YOUR OBJECTIVE: Each line below should be repeated exactly, but no picture should be carried over.

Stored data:
——
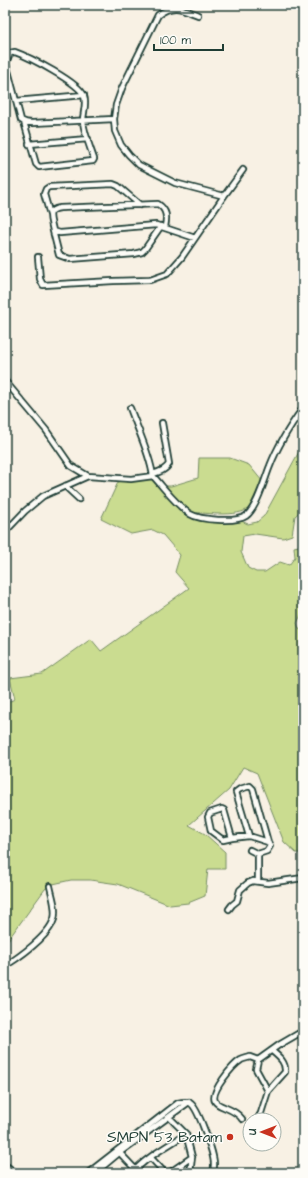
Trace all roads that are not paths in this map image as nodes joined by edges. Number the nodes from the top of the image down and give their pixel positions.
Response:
1 (198, 15) dead end
2 (84, 95) junction
3 (16, 101) junction
4 (114, 119) junction
5 (83, 120) junction
6 (24, 122) junction
7 (88, 139) junction
8 (30, 144) junction
9 (243, 170) dead end
10 (224, 196) junction
11 (140, 205) junction
12 (50, 215) junction
13 (163, 227) junction
14 (53, 231) junction
15 (195, 238) junction
16 (38, 256) dead end
17 (5, 381) edge
18 (130, 408) dead end
19 (303, 408) edge
20 (162, 423) dead end
21 (153, 475) junction
22 (88, 476) junction
23 (65, 486) junction
24 (79, 500) dead end
25 (5, 532) edge
26 (249, 836) junction
27 (232, 838) junction
28 (268, 842) junction
29 (250, 850) dead end
30 (258, 854) junction
31 (303, 878) edge
32 (258, 882) junction
33 (50, 886) dead end
34 (229, 910) dead end
35 (5, 966) edge
36 (303, 1031) edge
37 (272, 1051) junction
38 (258, 1060) junction
39 (268, 1092) junction
40 (189, 1102) junction
41 (261, 1112) edge
42 (169, 1116) junction
43 (242, 1119) dead end
44 (186, 1134) junction
45 (118, 1151) junction
46 (192, 1157) junction
47 (151, 1158) junction
48 (5, 1166) edge
49 (134, 1172) edge
50 (16, 1173) edge
51 (88, 1173) edge
52 (95, 1173) edge
53 (166, 1173) edge
54 (169, 1173) edge
55 (190, 1173) edge
56 (213, 1173) edge

1 - 4 street
2 - 3 street
2 - 3 street
2 - 5 street
3 - 6 street
4 - 5 street
4 - 10 street
5 - 6 street
5 - 7 street
6 - 8 street
7 - 8 street
7 - 8 street
9 - 10 street
10 - 15 street
11 - 12 street
11 - 12 street
11 - 13 street
12 - 14 street
13 - 14 street
13 - 14 street
13 - 15 street
15 - 16 street
17 - 22 street
18 - 21 street
19 - 21 street
20 - 21 street
21 - 22 street
22 - 23 street
23 - 24 street
23 - 25 street
26 - 27 street
26 - 28 street
26 - 28 street
27 - 27 street
28 - 30 street
29 - 30 street
30 - 32 street
31 - 32 street
32 - 34 street
33 - 35 street
36 - 37 street
37 - 38 street
37 - 39 street
38 - 39 street
38 - 43 street
39 - 41 street
40 - 42 street
40 - 45 street
40 - 56 street
42 - 44 street
42 - 45 street
44 - 46 street
44 - 47 street
45 - 49 street
45 - 51 street
45 - 52 street
46 - 54 street
46 - 55 street
47 - 49 street
47 - 53 street
48 - 50 street

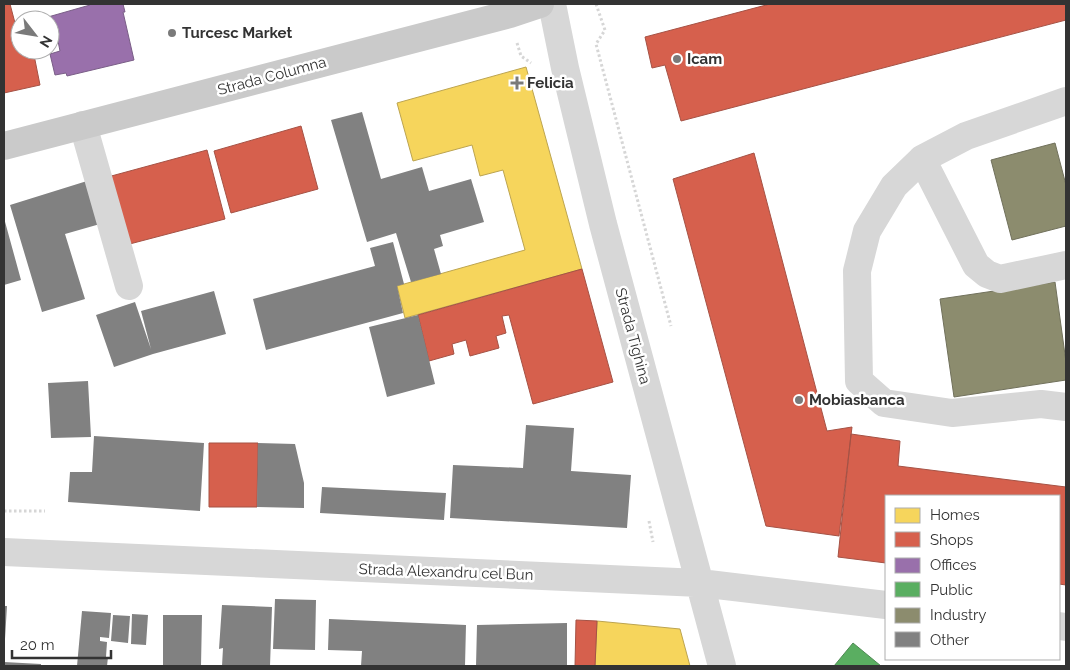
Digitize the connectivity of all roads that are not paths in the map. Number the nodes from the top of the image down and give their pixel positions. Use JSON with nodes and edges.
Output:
{"nodes":[{"id":1,"x":540,"y":4,"type":"edge"},
{"id":2,"x":552,"y":4,"type":"edge"},
{"id":3,"x":1066,"y":100,"type":"edge"},
{"id":4,"x":83,"y":125,"type":"junction"},
{"id":5,"x":4,"y":146,"type":"edge"},
{"id":6,"x":922,"y":159,"type":"junction"},
{"id":7,"x":1066,"y":266,"type":"edge"},
{"id":8,"x":129,"y":286,"type":"dead end"},
{"id":9,"x":1066,"y":407,"type":"edge"},
{"id":10,"x":4,"y":552,"type":"edge"},
{"id":11,"x":700,"y":583,"type":"junction"},
{"id":12,"x":885,"y":605,"type":"edge"},
{"id":13,"x":722,"y":666,"type":"edge"}],
"edges":[{"from":1,"to":4,"type":"main road","name":"Strada Columna"},
{"from":2,"to":11,"type":"street","name":"Strada Tighina"},
{"from":3,"to":6,"type":"street"},
{"from":4,"to":5,"type":"main road","name":"Strada Columna"},
{"from":4,"to":8,"type":"street"},
{"from":6,"to":7,"type":"street"},
{"from":6,"to":9,"type":"street"},
{"from":10,"to":11,"type":"street","name":"Strada Alexandru cel Bun"},
{"from":11,"to":12,"type":"street","name":"Strada Alexandru cel Bun"},
{"from":11,"to":13,"type":"street","name":"Strada Tighina"}]}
——
ANSWER SPACE:
Trace all roads that are not paths in this map image as nodes joined by edges. Number the nodes from the top of the image down and give their pixel positions.
Response:
1 (198, 15) dead end
2 (84, 95) junction
3 (16, 101) junction
4 (114, 119) junction
5 (83, 120) junction
6 (24, 122) junction
7 (88, 139) junction
8 (30, 144) junction
9 (243, 170) dead end
10 (224, 196) junction
11 (140, 205) junction
12 (50, 215) junction
13 (163, 227) junction
14 (53, 231) junction
15 (195, 238) junction
16 (38, 256) dead end
17 (5, 381) edge
18 (130, 408) dead end
19 (303, 408) edge
20 (162, 423) dead end
21 (153, 475) junction
22 (88, 476) junction
23 (65, 486) junction
24 (79, 500) dead end
25 (5, 532) edge
26 (249, 836) junction
27 (232, 838) junction
28 (268, 842) junction
29 (250, 850) dead end
30 (258, 854) junction
31 (303, 878) edge
32 (258, 882) junction
33 (50, 886) dead end
34 (229, 910) dead end
35 (5, 966) edge
36 (303, 1031) edge
37 (272, 1051) junction
38 (258, 1060) junction
39 (268, 1092) junction
40 (189, 1102) junction
41 (261, 1112) edge
42 (169, 1116) junction
43 (242, 1119) dead end
44 (186, 1134) junction
45 (118, 1151) junction
46 (192, 1157) junction
47 (151, 1158) junction
48 (5, 1166) edge
49 (134, 1172) edge
50 (16, 1173) edge
51 (88, 1173) edge
52 (95, 1173) edge
53 (166, 1173) edge
54 (169, 1173) edge
55 (190, 1173) edge
56 (213, 1173) edge

1 - 4 street
2 - 3 street
2 - 3 street
2 - 5 street
3 - 6 street
4 - 5 street
4 - 10 street
5 - 6 street
5 - 7 street
6 - 8 street
7 - 8 street
7 - 8 street
9 - 10 street
10 - 15 street
11 - 12 street
11 - 12 street
11 - 13 street
12 - 14 street
13 - 14 street
13 - 14 street
13 - 15 street
15 - 16 street
17 - 22 street
18 - 21 street
19 - 21 street
20 - 21 street
21 - 22 street
22 - 23 street
23 - 24 street
23 - 25 street
26 - 27 street
26 - 28 street
26 - 28 street
27 - 27 street
28 - 30 street
29 - 30 street
30 - 32 street
31 - 32 street
32 - 34 street
33 - 35 street
36 - 37 street
37 - 38 street
37 - 39 street
38 - 39 street
38 - 43 street
39 - 41 street
40 - 42 street
40 - 45 street
40 - 56 street
42 - 44 street
42 - 45 street
44 - 46 street
44 - 47 street
45 - 49 street
45 - 51 street
45 - 52 street
46 - 54 street
46 - 55 street
47 - 49 street
47 - 53 street
48 - 50 street

Digitize the connectivity of all roads that are not paths in the map. Number the nodes from the top of the image down and give their pixel positions. Use JSON with nodes and edges.
Output:
{"nodes":[{"id":1,"x":540,"y":4,"type":"edge"},
{"id":2,"x":552,"y":4,"type":"edge"},
{"id":3,"x":1066,"y":100,"type":"edge"},
{"id":4,"x":83,"y":125,"type":"junction"},
{"id":5,"x":4,"y":146,"type":"edge"},
{"id":6,"x":922,"y":159,"type":"junction"},
{"id":7,"x":1066,"y":266,"type":"edge"},
{"id":8,"x":129,"y":286,"type":"dead end"},
{"id":9,"x":1066,"y":407,"type":"edge"},
{"id":10,"x":4,"y":552,"type":"edge"},
{"id":11,"x":700,"y":583,"type":"junction"},
{"id":12,"x":885,"y":605,"type":"edge"},
{"id":13,"x":722,"y":666,"type":"edge"}],
"edges":[{"from":1,"to":4,"type":"main road","name":"Strada Columna"},
{"from":2,"to":11,"type":"street","name":"Strada Tighina"},
{"from":3,"to":6,"type":"street"},
{"from":4,"to":5,"type":"main road","name":"Strada Columna"},
{"from":4,"to":8,"type":"street"},
{"from":6,"to":7,"type":"street"},
{"from":6,"to":9,"type":"street"},
{"from":10,"to":11,"type":"street","name":"Strada Alexandru cel Bun"},
{"from":11,"to":12,"type":"street","name":"Strada Alexandru cel Bun"},
{"from":11,"to":13,"type":"street","name":"Strada Tighina"}]}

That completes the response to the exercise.